Return all lines from the listing below in which the string "this" occurs.

##### Supplied data #####

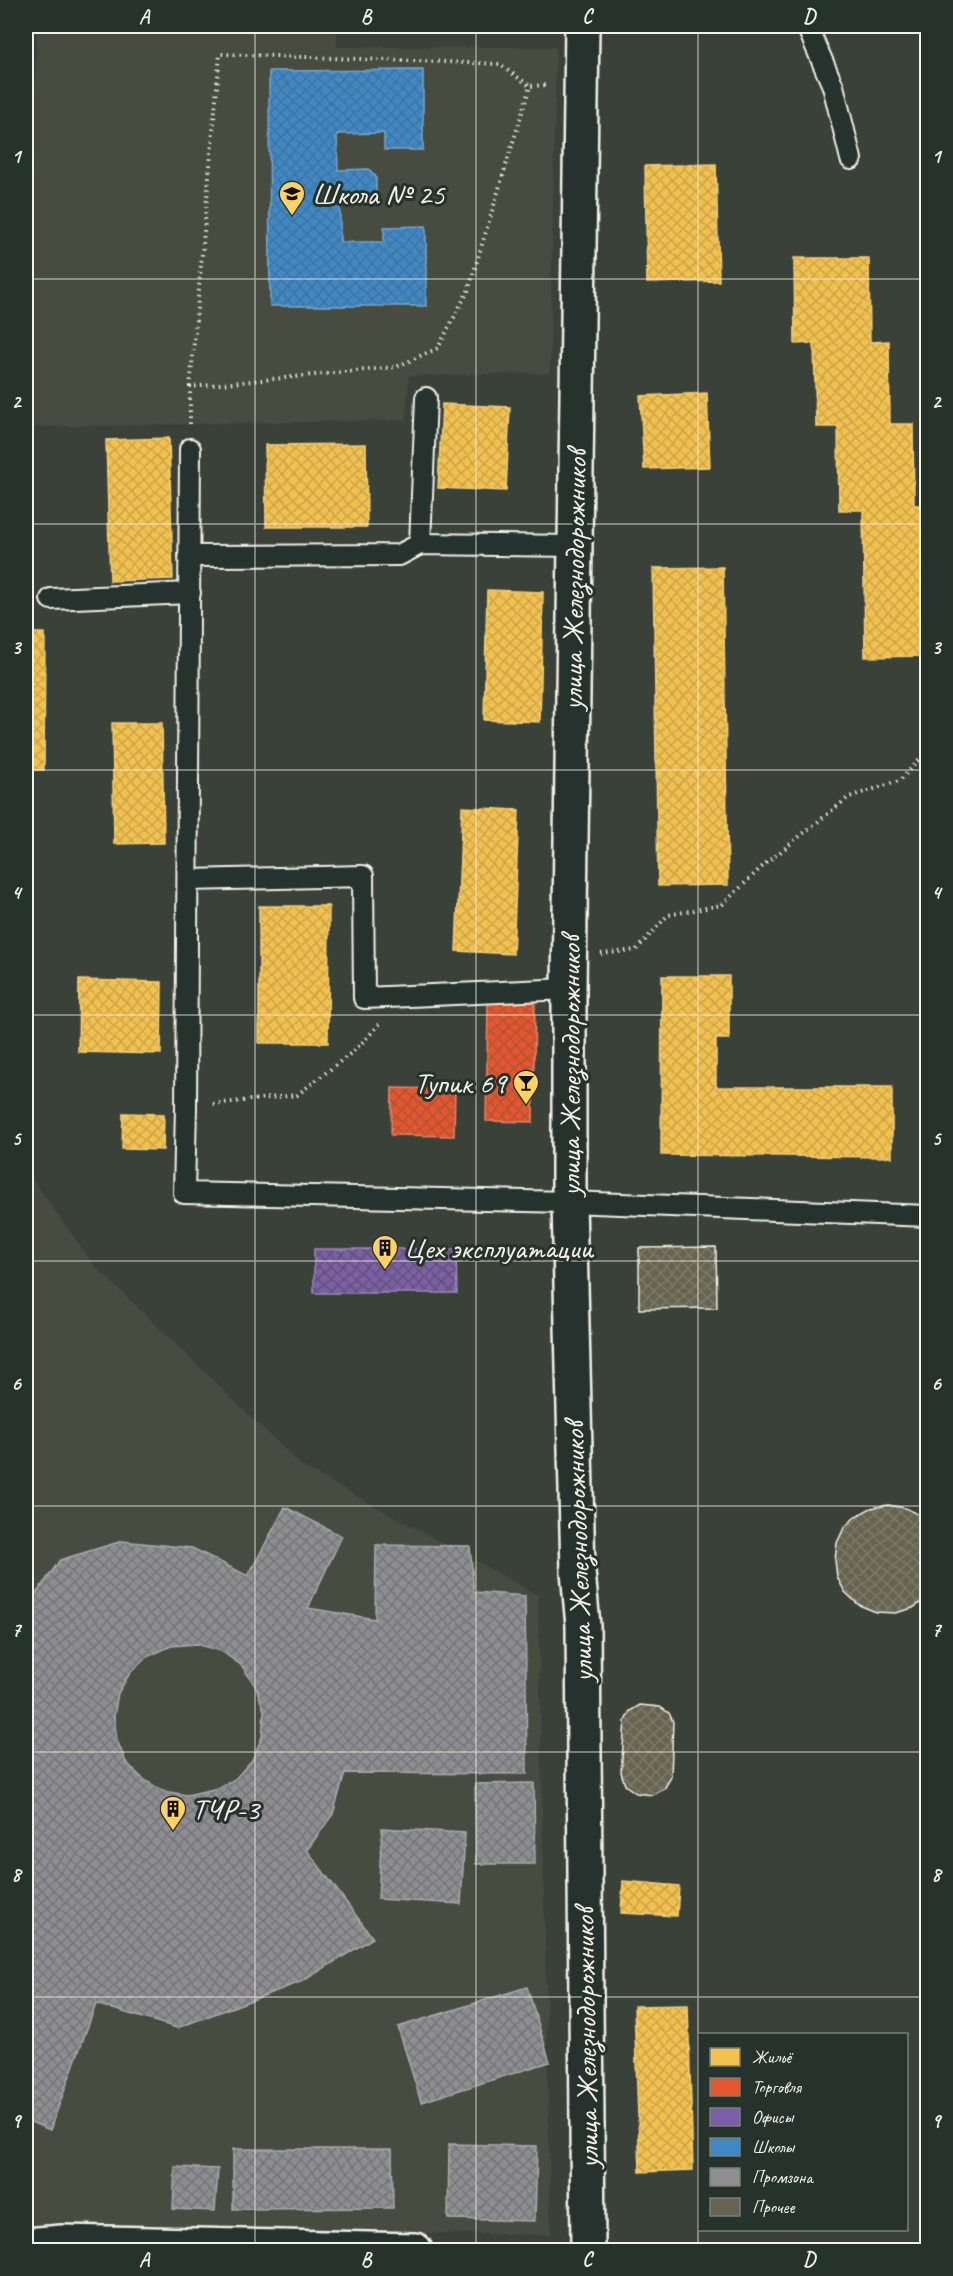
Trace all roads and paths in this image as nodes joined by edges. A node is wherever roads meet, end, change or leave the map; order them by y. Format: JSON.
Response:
{"nodes":[{"id":1,"x":582,"y":26,"type":"edge"},
{"id":2,"x":807,"y":26,"type":"edge"},
{"id":3,"x":581,"y":84,"type":"junction"},
{"id":4,"x":530,"y":86,"type":"junction"},
{"id":5,"x":851,"y":159,"type":"dead end"},
{"id":6,"x":190,"y":387,"type":"junction"},
{"id":7,"x":426,"y":398,"type":"dead end"},
{"id":8,"x":190,"y":449,"type":"joint"},
{"id":9,"x":420,"y":544,"type":"junction"},
{"id":10,"x":573,"y":546,"type":"junction"},
{"id":11,"x":189,"y":556,"type":"junction"},
{"id":12,"x":190,"y":593,"type":"junction"},
{"id":13,"x":51,"y":600,"type":"dead end"},
{"id":14,"x":188,"y":880,"type":"junction"},
{"id":15,"x":569,"y":989,"type":"junction"},
{"id":16,"x":569,"y":1202,"type":"junction"},
{"id":17,"x":927,"y":1216,"type":"edge"},
{"id":18,"x":26,"y":2245,"type":"edge"},
{"id":19,"x":415,"y":2250,"type":"edge"},
{"id":20,"x":588,"y":2250,"type":"edge"}],
"edges":[{"from":1,"to":3,"type":"street","name":"улица Железнодорожников"},
{"from":2,"to":5,"type":"lane"},
{"from":3,"to":4,"type":"path"},
{"from":3,"to":10,"type":"street","name":"улица Железнодорожников"},
{"from":4,"to":6,"type":"path"},
{"from":4,"to":6,"type":"path"},
{"from":6,"to":8,"type":"path"},
{"from":7,"to":9,"type":"lane"},
{"from":8,"to":11,"type":"lane"},
{"from":9,"to":10,"type":"lane"},
{"from":9,"to":11,"type":"lane"},
{"from":10,"to":15,"type":"street","name":"улица Железнодорожников"},
{"from":11,"to":12,"type":"lane"},
{"from":12,"to":13,"type":"lane"},
{"from":12,"to":14,"type":"lane"},
{"from":14,"to":15,"type":"lane"},
{"from":14,"to":16,"type":"lane"},
{"from":15,"to":16,"type":"street","name":"улица Железнодорожников"},
{"from":16,"to":17,"type":"lane"},
{"from":16,"to":20,"type":"street","name":"улица Железнодорожников"},
{"from":18,"to":19,"type":"street"}]}
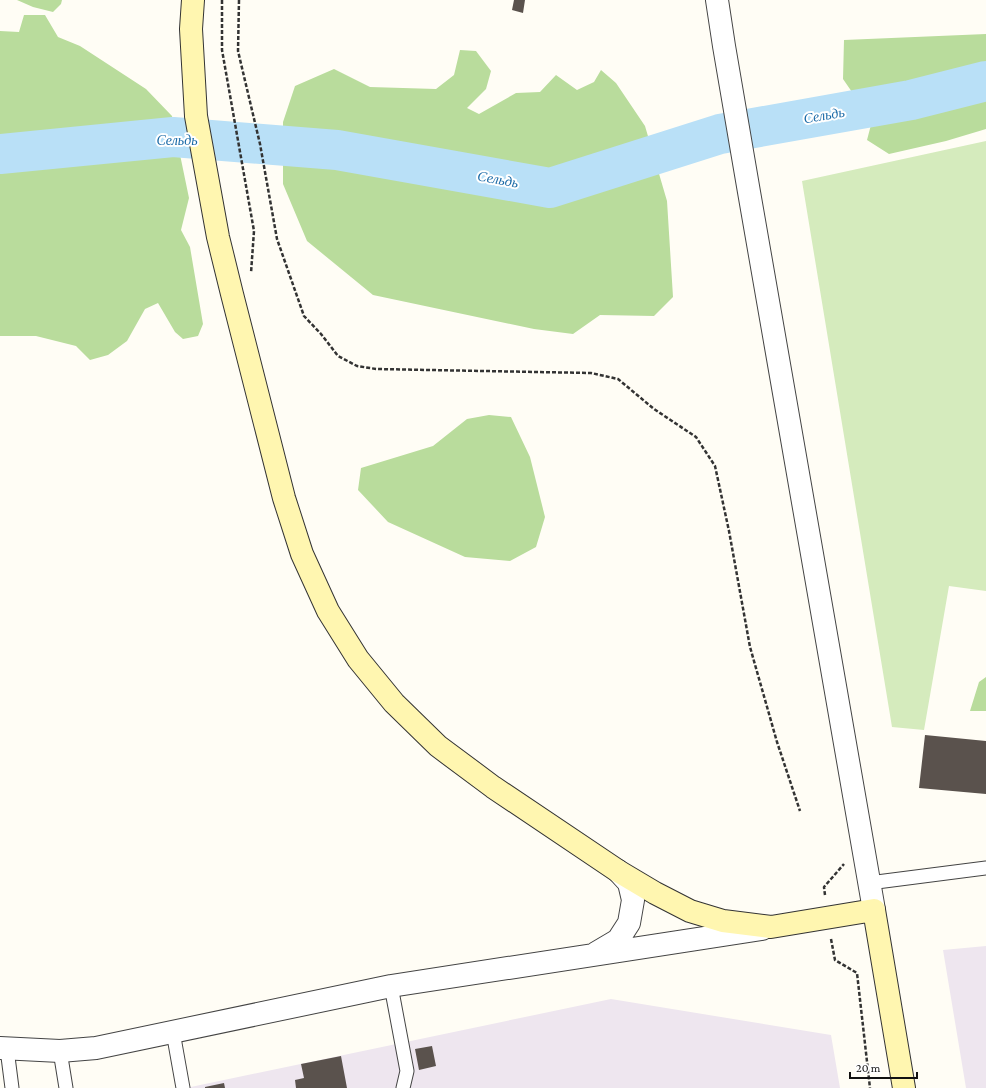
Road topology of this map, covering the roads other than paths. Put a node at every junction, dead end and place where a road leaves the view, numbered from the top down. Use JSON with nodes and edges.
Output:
{"nodes":[{"id":1,"x":193,"y":0,"type":"edge"},
{"id":2,"x":717,"y":0,"type":"edge"},
{"id":3,"x":986,"y":868,"type":"edge"},
{"id":4,"x":618,"y":871,"type":"junction"},
{"id":5,"x":869,"y":883,"type":"junction"},
{"id":6,"x":874,"y":910,"type":"junction"},
{"id":7,"x":771,"y":927,"type":"junction"},
{"id":8,"x":593,"y":956,"type":"junction"},
{"id":9,"x":391,"y":986,"type":"junction"},
{"id":10,"x":173,"y":1032,"type":"junction"},
{"id":11,"x":3,"y":1048,"type":"edge"},
{"id":12,"x":60,"y":1050,"type":"junction"},
{"id":13,"x":12,"y":1088,"type":"edge"},
{"id":14,"x":66,"y":1088,"type":"edge"},
{"id":15,"x":183,"y":1088,"type":"edge"},
{"id":16,"x":402,"y":1088,"type":"edge"},
{"id":17,"x":904,"y":1088,"type":"edge"}],
"edges":[{"from":1,"to":4,"type":"main road"},
{"from":2,"to":5,"type":"street"},
{"from":3,"to":5,"type":"lane"},
{"from":4,"to":7,"type":"main road"},
{"from":4,"to":8,"type":"street"},
{"from":5,"to":6,"type":"street"},
{"from":6,"to":7,"type":"main road"},
{"from":6,"to":17,"type":"main road"},
{"from":7,"to":8,"type":"street"},
{"from":8,"to":9,"type":"street"},
{"from":9,"to":10,"type":"street"},
{"from":9,"to":16,"type":"lane"},
{"from":10,"to":12,"type":"street"},
{"from":10,"to":15,"type":"lane"},
{"from":11,"to":12,"type":"street"},
{"from":11,"to":13,"type":"lane"},
{"from":12,"to":14,"type":"lane"}]}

#####

*Response area:*
Trace all roads and paths in this image as nodes joined by edges. A node is wherever roads meet, end, change or leave the map; order them by y. Format: JSON.
Road topology of this map, covering the roads other than paths. Put a node at every junction, dead end and place where a road leaves the view, numbered from the top down. Use JSON with nodes and edges.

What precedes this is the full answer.